# Peeing on himself after baths? Haha.



## allisonsnickers (Sep 13, 2009)

So as you guys probably know, some hedgies get stinky after running on their wheels because they like to throw their poop boots on and get their spray on tans (pee on their bellies) whilst running all night (so they can TOTALLY look hott for the babes  ). So Dewey has needed two baths in the past two weeks because of his lack of personal hygiene. I mean like, he got pretty stinky. However, following both baths, he'll just be romping around on my bed or on my lap when he just pees all over himself.

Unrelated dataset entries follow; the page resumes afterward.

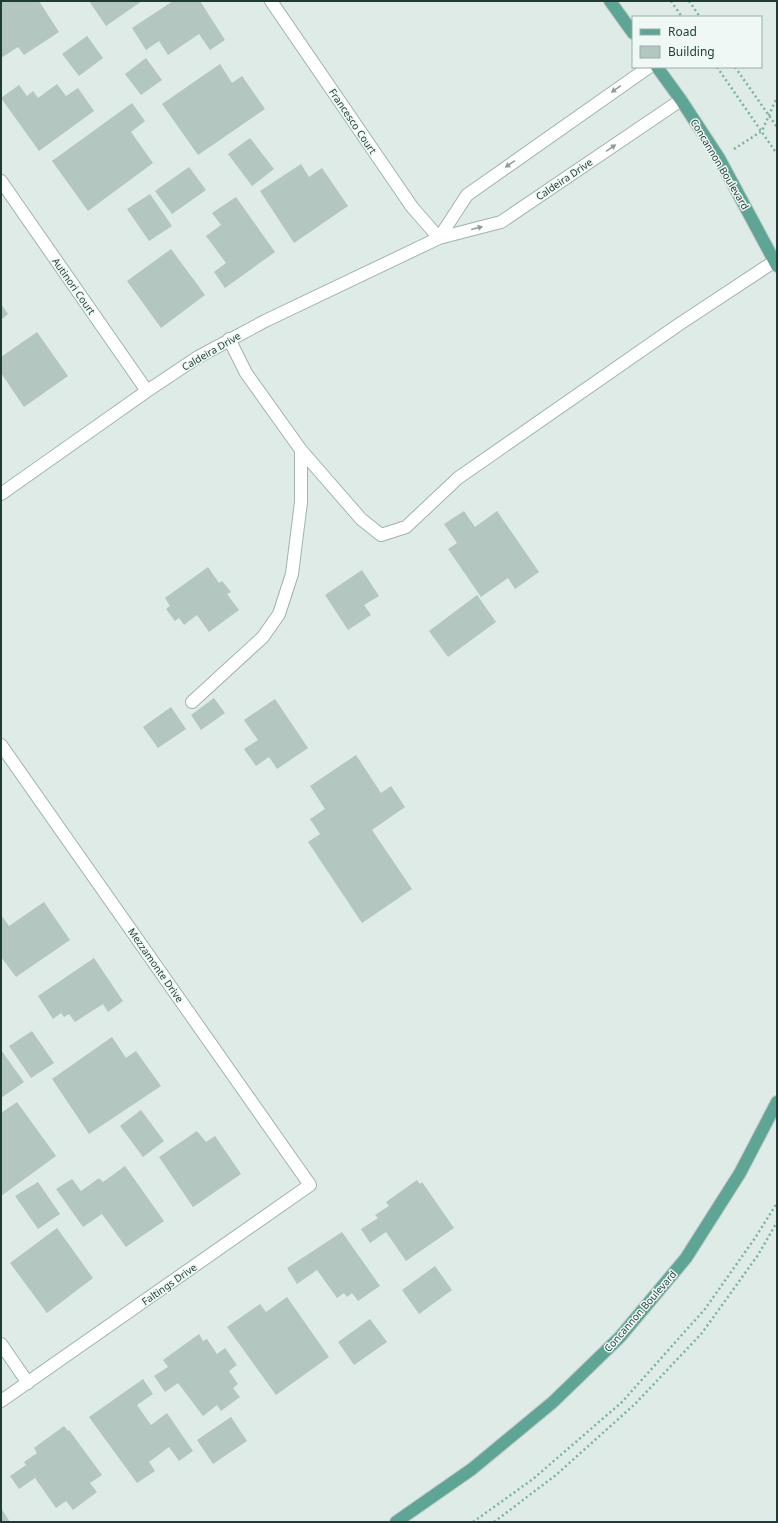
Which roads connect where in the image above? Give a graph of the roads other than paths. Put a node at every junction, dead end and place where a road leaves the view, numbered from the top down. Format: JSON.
{"nodes":[{"id":1,"x":272,"y":1,"type":"edge"},
{"id":2,"x":610,"y":1,"type":"edge"},
{"id":3,"x":632,"y":33,"type":"edge"},
{"id":4,"x":648,"y":68,"type":"edge"},
{"id":5,"x":658,"y":68,"type":"edge"},
{"id":6,"x":681,"y":100,"type":"junction"},
{"id":7,"x":1,"y":181,"type":"edge"},
{"id":8,"x":439,"y":238,"type":"junction"},
{"id":9,"x":776,"y":264,"type":"edge"},
{"id":10,"x":229,"y":339,"type":"junction"},
{"id":11,"x":147,"y":391,"type":"junction"},
{"id":12,"x":301,"y":450,"type":"junction"},
{"id":13,"x":1,"y":494,"type":"edge"},
{"id":14,"x":192,"y":702,"type":"dead end"},
{"id":15,"x":1,"y":745,"type":"edge"},
{"id":16,"x":777,"y":1102,"type":"edge"},
{"id":17,"x":310,"y":1185,"type":"joint"},
{"id":18,"x":1,"y":1344,"type":"edge"},
{"id":19,"x":28,"y":1383,"type":"junction"},
{"id":20,"x":1,"y":1401,"type":"edge"},
{"id":21,"x":396,"y":1522,"type":"edge"}],
"edges":[{"from":1,"to":8,"type":"street","name":"Francesco Court"},
{"from":2,"to":3,"type":"main road"},
{"from":4,"to":8,"type":"street","one_way":true},
{"from":5,"to":6,"type":"main road","name":"Concannon Boulevard"},
{"from":8,"to":6,"type":"street","name":"Caldeira Drive","one_way":true},
{"from":6,"to":9,"type":"main road","name":"Concannon Boulevard"},
{"from":7,"to":11,"type":"street","name":"Autinori Court"},
{"from":8,"to":10,"type":"street","name":"Caldeira Drive"},
{"from":9,"to":12,"type":"street"},
{"from":10,"to":11,"type":"street","name":"Caldeira Drive"},
{"from":10,"to":12,"type":"street"},
{"from":11,"to":13,"type":"street","name":"Caldeira Drive"},
{"from":12,"to":14,"type":"street"},
{"from":15,"to":17,"type":"street","name":"Mezzamonte Drive"},
{"from":16,"to":21,"type":"main road","name":"Concannon Boulevard"},
{"from":17,"to":19,"type":"street","name":"Faltings Drive"},
{"from":18,"to":19,"type":"street"},
{"from":19,"to":20,"type":"street","name":"Faltings Drive"}]}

Oh, and on my hoodie and my brand new comforter hahaha. I'm not terribly annoyed by this seeing as how I probably should have let him relieve himself before allowing him on my bed. Anyway, my question is does anyone else's hedgehog like to restinkify themselves after baths? Is it Dewey's form of rebellion? Haha. Just wondering.


----------



## Hedgieonboard (Nov 15, 2009)

He sounds like a character lol I love to hear about all the different hedgie personalities because they seem as varied as ours with no two the same


----------



## talibali (Aug 15, 2009)

just like twins


----------



## Immortalia (Jan 24, 2009)

Haha, my boy just pees on the towel that I'm supposed to be using to DRY him :lol: 

So nowadays, after a bath, even before drying him, I have a piece of paper towel handy at the corner of the sink, and I'll put him there before I do anything else. He'll pee and poop.


----------



## LizardGirl (Aug 25, 2008)

Inky "empties out" in the bath and afterwards I don't have to worry that he's storing anything else up there. That's always nice. :lol:


----------



## allisonsnickers (Sep 13, 2009)

Haha. Yeah, I'll think that he's all done when he's in the bath, but then he still does it hahaha. I'll test out the paper towel thing


----------